#### What you will do:
Type every record exactly as it appears.

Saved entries
-=-=-=-=-

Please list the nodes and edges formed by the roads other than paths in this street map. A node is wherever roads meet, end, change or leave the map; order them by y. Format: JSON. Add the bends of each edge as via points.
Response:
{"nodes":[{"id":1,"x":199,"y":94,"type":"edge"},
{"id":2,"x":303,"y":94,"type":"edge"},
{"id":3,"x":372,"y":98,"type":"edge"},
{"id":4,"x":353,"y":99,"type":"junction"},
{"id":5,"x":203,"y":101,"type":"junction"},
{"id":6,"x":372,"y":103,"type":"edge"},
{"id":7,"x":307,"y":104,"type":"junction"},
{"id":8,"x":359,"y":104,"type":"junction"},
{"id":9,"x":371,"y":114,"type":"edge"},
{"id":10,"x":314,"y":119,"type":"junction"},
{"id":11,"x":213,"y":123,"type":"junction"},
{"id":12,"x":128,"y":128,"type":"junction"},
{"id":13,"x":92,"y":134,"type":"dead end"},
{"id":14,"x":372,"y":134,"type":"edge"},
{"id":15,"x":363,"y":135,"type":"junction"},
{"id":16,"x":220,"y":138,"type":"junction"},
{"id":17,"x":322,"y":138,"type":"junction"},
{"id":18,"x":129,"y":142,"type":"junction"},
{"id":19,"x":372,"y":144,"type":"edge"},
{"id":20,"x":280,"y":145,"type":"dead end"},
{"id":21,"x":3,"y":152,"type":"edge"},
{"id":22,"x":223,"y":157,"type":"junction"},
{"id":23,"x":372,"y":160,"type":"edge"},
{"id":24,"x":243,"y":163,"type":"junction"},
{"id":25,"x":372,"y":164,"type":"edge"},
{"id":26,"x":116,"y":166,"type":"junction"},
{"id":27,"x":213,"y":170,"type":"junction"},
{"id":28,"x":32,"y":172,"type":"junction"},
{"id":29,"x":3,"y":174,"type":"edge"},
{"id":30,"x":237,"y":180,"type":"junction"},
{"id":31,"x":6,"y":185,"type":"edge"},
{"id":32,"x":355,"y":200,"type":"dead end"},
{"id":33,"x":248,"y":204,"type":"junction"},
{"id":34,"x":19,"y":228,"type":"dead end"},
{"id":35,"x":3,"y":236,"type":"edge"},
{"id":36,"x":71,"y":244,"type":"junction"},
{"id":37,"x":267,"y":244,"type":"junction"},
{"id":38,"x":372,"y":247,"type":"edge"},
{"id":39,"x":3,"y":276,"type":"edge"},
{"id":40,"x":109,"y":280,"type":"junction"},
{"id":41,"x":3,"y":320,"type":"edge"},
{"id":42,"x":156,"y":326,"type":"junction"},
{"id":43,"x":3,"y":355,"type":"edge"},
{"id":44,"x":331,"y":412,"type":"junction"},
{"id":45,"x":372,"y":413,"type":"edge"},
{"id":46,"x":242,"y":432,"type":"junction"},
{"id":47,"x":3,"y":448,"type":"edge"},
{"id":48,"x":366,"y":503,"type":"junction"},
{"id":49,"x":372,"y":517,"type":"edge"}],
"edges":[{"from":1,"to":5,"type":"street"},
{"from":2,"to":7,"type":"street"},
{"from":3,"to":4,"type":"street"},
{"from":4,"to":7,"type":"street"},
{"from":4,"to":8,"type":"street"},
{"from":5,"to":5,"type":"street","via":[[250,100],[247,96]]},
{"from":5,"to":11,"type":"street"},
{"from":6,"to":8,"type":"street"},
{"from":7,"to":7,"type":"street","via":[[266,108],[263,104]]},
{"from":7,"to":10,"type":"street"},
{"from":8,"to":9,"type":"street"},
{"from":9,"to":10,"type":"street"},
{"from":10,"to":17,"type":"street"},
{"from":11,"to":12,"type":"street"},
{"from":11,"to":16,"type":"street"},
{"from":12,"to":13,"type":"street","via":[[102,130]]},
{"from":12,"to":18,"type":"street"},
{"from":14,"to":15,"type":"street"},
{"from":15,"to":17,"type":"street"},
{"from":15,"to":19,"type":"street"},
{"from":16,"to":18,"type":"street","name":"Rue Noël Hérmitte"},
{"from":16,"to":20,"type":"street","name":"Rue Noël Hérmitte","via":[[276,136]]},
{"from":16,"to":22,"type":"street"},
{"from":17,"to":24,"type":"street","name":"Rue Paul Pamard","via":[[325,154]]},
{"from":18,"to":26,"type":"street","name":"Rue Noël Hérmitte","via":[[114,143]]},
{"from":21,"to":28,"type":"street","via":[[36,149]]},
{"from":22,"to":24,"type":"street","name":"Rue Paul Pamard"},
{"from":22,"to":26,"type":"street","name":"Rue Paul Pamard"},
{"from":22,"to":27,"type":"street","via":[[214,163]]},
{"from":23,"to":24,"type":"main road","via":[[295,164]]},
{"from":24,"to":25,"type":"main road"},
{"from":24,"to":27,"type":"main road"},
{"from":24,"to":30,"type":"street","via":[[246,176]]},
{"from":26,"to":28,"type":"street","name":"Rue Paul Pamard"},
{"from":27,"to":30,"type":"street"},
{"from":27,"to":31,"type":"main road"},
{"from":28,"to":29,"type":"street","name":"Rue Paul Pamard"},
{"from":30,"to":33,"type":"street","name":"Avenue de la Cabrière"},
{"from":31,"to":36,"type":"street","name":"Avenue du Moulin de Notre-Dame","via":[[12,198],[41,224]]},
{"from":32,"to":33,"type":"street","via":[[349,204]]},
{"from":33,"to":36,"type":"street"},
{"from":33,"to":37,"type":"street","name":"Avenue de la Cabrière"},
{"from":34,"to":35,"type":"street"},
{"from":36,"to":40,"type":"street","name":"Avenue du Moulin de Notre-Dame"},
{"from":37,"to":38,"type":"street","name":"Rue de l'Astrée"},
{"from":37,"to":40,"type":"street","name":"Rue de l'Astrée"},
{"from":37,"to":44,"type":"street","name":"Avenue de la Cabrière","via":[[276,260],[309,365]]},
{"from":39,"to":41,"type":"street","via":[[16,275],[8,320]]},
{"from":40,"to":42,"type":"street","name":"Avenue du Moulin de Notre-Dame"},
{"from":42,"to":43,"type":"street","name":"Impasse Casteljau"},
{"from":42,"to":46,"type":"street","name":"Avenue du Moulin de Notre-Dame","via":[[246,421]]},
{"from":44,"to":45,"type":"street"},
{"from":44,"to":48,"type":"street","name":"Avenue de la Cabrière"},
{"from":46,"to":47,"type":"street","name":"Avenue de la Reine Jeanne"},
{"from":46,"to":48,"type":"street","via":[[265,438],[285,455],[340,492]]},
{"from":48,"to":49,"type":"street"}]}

-=-=-=-=-

#### Result for this task:
Please list the nodes and edges formed by the roads other than paths in this street map. A node is wherever roads meet, end, change or leave the map; order them by y. Format: JSON. Add the bends of each edge as via points.
Response:
{"nodes":[{"id":1,"x":199,"y":94,"type":"edge"},
{"id":2,"x":303,"y":94,"type":"edge"},
{"id":3,"x":372,"y":98,"type":"edge"},
{"id":4,"x":353,"y":99,"type":"junction"},
{"id":5,"x":203,"y":101,"type":"junction"},
{"id":6,"x":372,"y":103,"type":"edge"},
{"id":7,"x":307,"y":104,"type":"junction"},
{"id":8,"x":359,"y":104,"type":"junction"},
{"id":9,"x":371,"y":114,"type":"edge"},
{"id":10,"x":314,"y":119,"type":"junction"},
{"id":11,"x":213,"y":123,"type":"junction"},
{"id":12,"x":128,"y":128,"type":"junction"},
{"id":13,"x":92,"y":134,"type":"dead end"},
{"id":14,"x":372,"y":134,"type":"edge"},
{"id":15,"x":363,"y":135,"type":"junction"},
{"id":16,"x":220,"y":138,"type":"junction"},
{"id":17,"x":322,"y":138,"type":"junction"},
{"id":18,"x":129,"y":142,"type":"junction"},
{"id":19,"x":372,"y":144,"type":"edge"},
{"id":20,"x":280,"y":145,"type":"dead end"},
{"id":21,"x":3,"y":152,"type":"edge"},
{"id":22,"x":223,"y":157,"type":"junction"},
{"id":23,"x":372,"y":160,"type":"edge"},
{"id":24,"x":243,"y":163,"type":"junction"},
{"id":25,"x":372,"y":164,"type":"edge"},
{"id":26,"x":116,"y":166,"type":"junction"},
{"id":27,"x":213,"y":170,"type":"junction"},
{"id":28,"x":32,"y":172,"type":"junction"},
{"id":29,"x":3,"y":174,"type":"edge"},
{"id":30,"x":237,"y":180,"type":"junction"},
{"id":31,"x":6,"y":185,"type":"edge"},
{"id":32,"x":355,"y":200,"type":"dead end"},
{"id":33,"x":248,"y":204,"type":"junction"},
{"id":34,"x":19,"y":228,"type":"dead end"},
{"id":35,"x":3,"y":236,"type":"edge"},
{"id":36,"x":71,"y":244,"type":"junction"},
{"id":37,"x":267,"y":244,"type":"junction"},
{"id":38,"x":372,"y":247,"type":"edge"},
{"id":39,"x":3,"y":276,"type":"edge"},
{"id":40,"x":109,"y":280,"type":"junction"},
{"id":41,"x":3,"y":320,"type":"edge"},
{"id":42,"x":156,"y":326,"type":"junction"},
{"id":43,"x":3,"y":355,"type":"edge"},
{"id":44,"x":331,"y":412,"type":"junction"},
{"id":45,"x":372,"y":413,"type":"edge"},
{"id":46,"x":242,"y":432,"type":"junction"},
{"id":47,"x":3,"y":448,"type":"edge"},
{"id":48,"x":366,"y":503,"type":"junction"},
{"id":49,"x":372,"y":517,"type":"edge"}],
"edges":[{"from":1,"to":5,"type":"street"},
{"from":2,"to":7,"type":"street"},
{"from":3,"to":4,"type":"street"},
{"from":4,"to":7,"type":"street"},
{"from":4,"to":8,"type":"street"},
{"from":5,"to":5,"type":"street","via":[[250,100],[247,96]]},
{"from":5,"to":11,"type":"street"},
{"from":6,"to":8,"type":"street"},
{"from":7,"to":7,"type":"street","via":[[266,108],[263,104]]},
{"from":7,"to":10,"type":"street"},
{"from":8,"to":9,"type":"street"},
{"from":9,"to":10,"type":"street"},
{"from":10,"to":17,"type":"street"},
{"from":11,"to":12,"type":"street"},
{"from":11,"to":16,"type":"street"},
{"from":12,"to":13,"type":"street","via":[[102,130]]},
{"from":12,"to":18,"type":"street"},
{"from":14,"to":15,"type":"street"},
{"from":15,"to":17,"type":"street"},
{"from":15,"to":19,"type":"street"},
{"from":16,"to":18,"type":"street","name":"Rue Noël Hérmitte"},
{"from":16,"to":20,"type":"street","name":"Rue Noël Hérmitte","via":[[276,136]]},
{"from":16,"to":22,"type":"street"},
{"from":17,"to":24,"type":"street","name":"Rue Paul Pamard","via":[[325,154]]},
{"from":18,"to":26,"type":"street","name":"Rue Noël Hérmitte","via":[[114,143]]},
{"from":21,"to":28,"type":"street","via":[[36,149]]},
{"from":22,"to":24,"type":"street","name":"Rue Paul Pamard"},
{"from":22,"to":26,"type":"street","name":"Rue Paul Pamard"},
{"from":22,"to":27,"type":"street","via":[[214,163]]},
{"from":23,"to":24,"type":"main road","via":[[295,164]]},
{"from":24,"to":25,"type":"main road"},
{"from":24,"to":27,"type":"main road"},
{"from":24,"to":30,"type":"street","via":[[246,176]]},
{"from":26,"to":28,"type":"street","name":"Rue Paul Pamard"},
{"from":27,"to":30,"type":"street"},
{"from":27,"to":31,"type":"main road"},
{"from":28,"to":29,"type":"street","name":"Rue Paul Pamard"},
{"from":30,"to":33,"type":"street","name":"Avenue de la Cabrière"},
{"from":31,"to":36,"type":"street","name":"Avenue du Moulin de Notre-Dame","via":[[12,198],[41,224]]},
{"from":32,"to":33,"type":"street","via":[[349,204]]},
{"from":33,"to":36,"type":"street"},
{"from":33,"to":37,"type":"street","name":"Avenue de la Cabrière"},
{"from":34,"to":35,"type":"street"},
{"from":36,"to":40,"type":"street","name":"Avenue du Moulin de Notre-Dame"},
{"from":37,"to":38,"type":"street","name":"Rue de l'Astrée"},
{"from":37,"to":40,"type":"street","name":"Rue de l'Astrée"},
{"from":37,"to":44,"type":"street","name":"Avenue de la Cabrière","via":[[276,260],[309,365]]},
{"from":39,"to":41,"type":"street","via":[[16,275],[8,320]]},
{"from":40,"to":42,"type":"street","name":"Avenue du Moulin de Notre-Dame"},
{"from":42,"to":43,"type":"street","name":"Impasse Casteljau"},
{"from":42,"to":46,"type":"street","name":"Avenue du Moulin de Notre-Dame","via":[[246,421]]},
{"from":44,"to":45,"type":"street"},
{"from":44,"to":48,"type":"street","name":"Avenue de la Cabrière"},
{"from":46,"to":47,"type":"street","name":"Avenue de la Reine Jeanne"},
{"from":46,"to":48,"type":"street","via":[[265,438],[285,455],[340,492]]},
{"from":48,"to":49,"type":"street"}]}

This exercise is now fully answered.